# Task item
Every line in the listing should be set down again verbatim.
····················
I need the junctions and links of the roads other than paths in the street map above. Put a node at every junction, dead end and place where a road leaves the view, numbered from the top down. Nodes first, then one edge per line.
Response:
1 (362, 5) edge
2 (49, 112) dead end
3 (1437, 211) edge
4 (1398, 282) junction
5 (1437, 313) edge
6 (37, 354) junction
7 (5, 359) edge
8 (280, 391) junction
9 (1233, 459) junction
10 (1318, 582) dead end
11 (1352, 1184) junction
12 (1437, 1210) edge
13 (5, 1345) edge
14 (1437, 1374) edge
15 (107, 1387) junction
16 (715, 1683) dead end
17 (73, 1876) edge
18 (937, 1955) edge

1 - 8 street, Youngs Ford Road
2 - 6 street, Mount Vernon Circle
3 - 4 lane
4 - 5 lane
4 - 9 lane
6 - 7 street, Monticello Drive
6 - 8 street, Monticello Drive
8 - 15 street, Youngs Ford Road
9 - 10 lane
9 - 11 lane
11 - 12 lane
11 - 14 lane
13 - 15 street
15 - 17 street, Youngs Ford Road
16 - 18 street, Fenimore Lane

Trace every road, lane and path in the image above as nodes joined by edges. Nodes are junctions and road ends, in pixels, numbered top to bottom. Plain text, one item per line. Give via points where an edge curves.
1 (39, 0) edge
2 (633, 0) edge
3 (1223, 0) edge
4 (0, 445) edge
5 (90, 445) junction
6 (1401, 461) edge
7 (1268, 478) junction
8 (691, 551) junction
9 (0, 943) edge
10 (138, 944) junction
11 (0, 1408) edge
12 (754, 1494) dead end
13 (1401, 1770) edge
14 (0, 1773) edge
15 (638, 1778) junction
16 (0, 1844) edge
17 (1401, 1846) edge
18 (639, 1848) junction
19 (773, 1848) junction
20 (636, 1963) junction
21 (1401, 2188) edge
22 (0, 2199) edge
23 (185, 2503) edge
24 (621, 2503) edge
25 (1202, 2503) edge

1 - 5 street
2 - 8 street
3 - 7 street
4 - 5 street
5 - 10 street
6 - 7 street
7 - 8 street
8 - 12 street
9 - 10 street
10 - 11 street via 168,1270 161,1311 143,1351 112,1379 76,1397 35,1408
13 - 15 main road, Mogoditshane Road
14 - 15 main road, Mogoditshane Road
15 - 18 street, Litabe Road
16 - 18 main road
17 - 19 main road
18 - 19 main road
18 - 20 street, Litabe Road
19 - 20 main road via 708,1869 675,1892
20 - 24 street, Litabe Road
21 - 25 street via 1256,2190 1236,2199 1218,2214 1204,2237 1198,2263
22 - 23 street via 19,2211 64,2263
····················
# Answer to this exercise
I need the junctions and links of the roads other than paths in the street map above. Put a node at every junction, dead end and place where a road leaves the view, numbered from the top down. Nodes first, then one edge per line.
Response:
1 (362, 5) edge
2 (49, 112) dead end
3 (1437, 211) edge
4 (1398, 282) junction
5 (1437, 313) edge
6 (37, 354) junction
7 (5, 359) edge
8 (280, 391) junction
9 (1233, 459) junction
10 (1318, 582) dead end
11 (1352, 1184) junction
12 (1437, 1210) edge
13 (5, 1345) edge
14 (1437, 1374) edge
15 (107, 1387) junction
16 (715, 1683) dead end
17 (73, 1876) edge
18 (937, 1955) edge

1 - 8 street, Youngs Ford Road
2 - 6 street, Mount Vernon Circle
3 - 4 lane
4 - 5 lane
4 - 9 lane
6 - 7 street, Monticello Drive
6 - 8 street, Monticello Drive
8 - 15 street, Youngs Ford Road
9 - 10 lane
9 - 11 lane
11 - 12 lane
11 - 14 lane
13 - 15 street
15 - 17 street, Youngs Ford Road
16 - 18 street, Fenimore Lane

Trace every road, lane and path in the image above as nodes joined by edges. Nodes are junctions and road ends, in pixels, numbered top to bottom. Plain text, one item per line. Give via points where an edge curves.
1 (39, 0) edge
2 (633, 0) edge
3 (1223, 0) edge
4 (0, 445) edge
5 (90, 445) junction
6 (1401, 461) edge
7 (1268, 478) junction
8 (691, 551) junction
9 (0, 943) edge
10 (138, 944) junction
11 (0, 1408) edge
12 (754, 1494) dead end
13 (1401, 1770) edge
14 (0, 1773) edge
15 (638, 1778) junction
16 (0, 1844) edge
17 (1401, 1846) edge
18 (639, 1848) junction
19 (773, 1848) junction
20 (636, 1963) junction
21 (1401, 2188) edge
22 (0, 2199) edge
23 (185, 2503) edge
24 (621, 2503) edge
25 (1202, 2503) edge

1 - 5 street
2 - 8 street
3 - 7 street
4 - 5 street
5 - 10 street
6 - 7 street
7 - 8 street
8 - 12 street
9 - 10 street
10 - 11 street via 168,1270 161,1311 143,1351 112,1379 76,1397 35,1408
13 - 15 main road, Mogoditshane Road
14 - 15 main road, Mogoditshane Road
15 - 18 street, Litabe Road
16 - 18 main road
17 - 19 main road
18 - 19 main road
18 - 20 street, Litabe Road
19 - 20 main road via 708,1869 675,1892
20 - 24 street, Litabe Road
21 - 25 street via 1256,2190 1236,2199 1218,2214 1204,2237 1198,2263
22 - 23 street via 19,2211 64,2263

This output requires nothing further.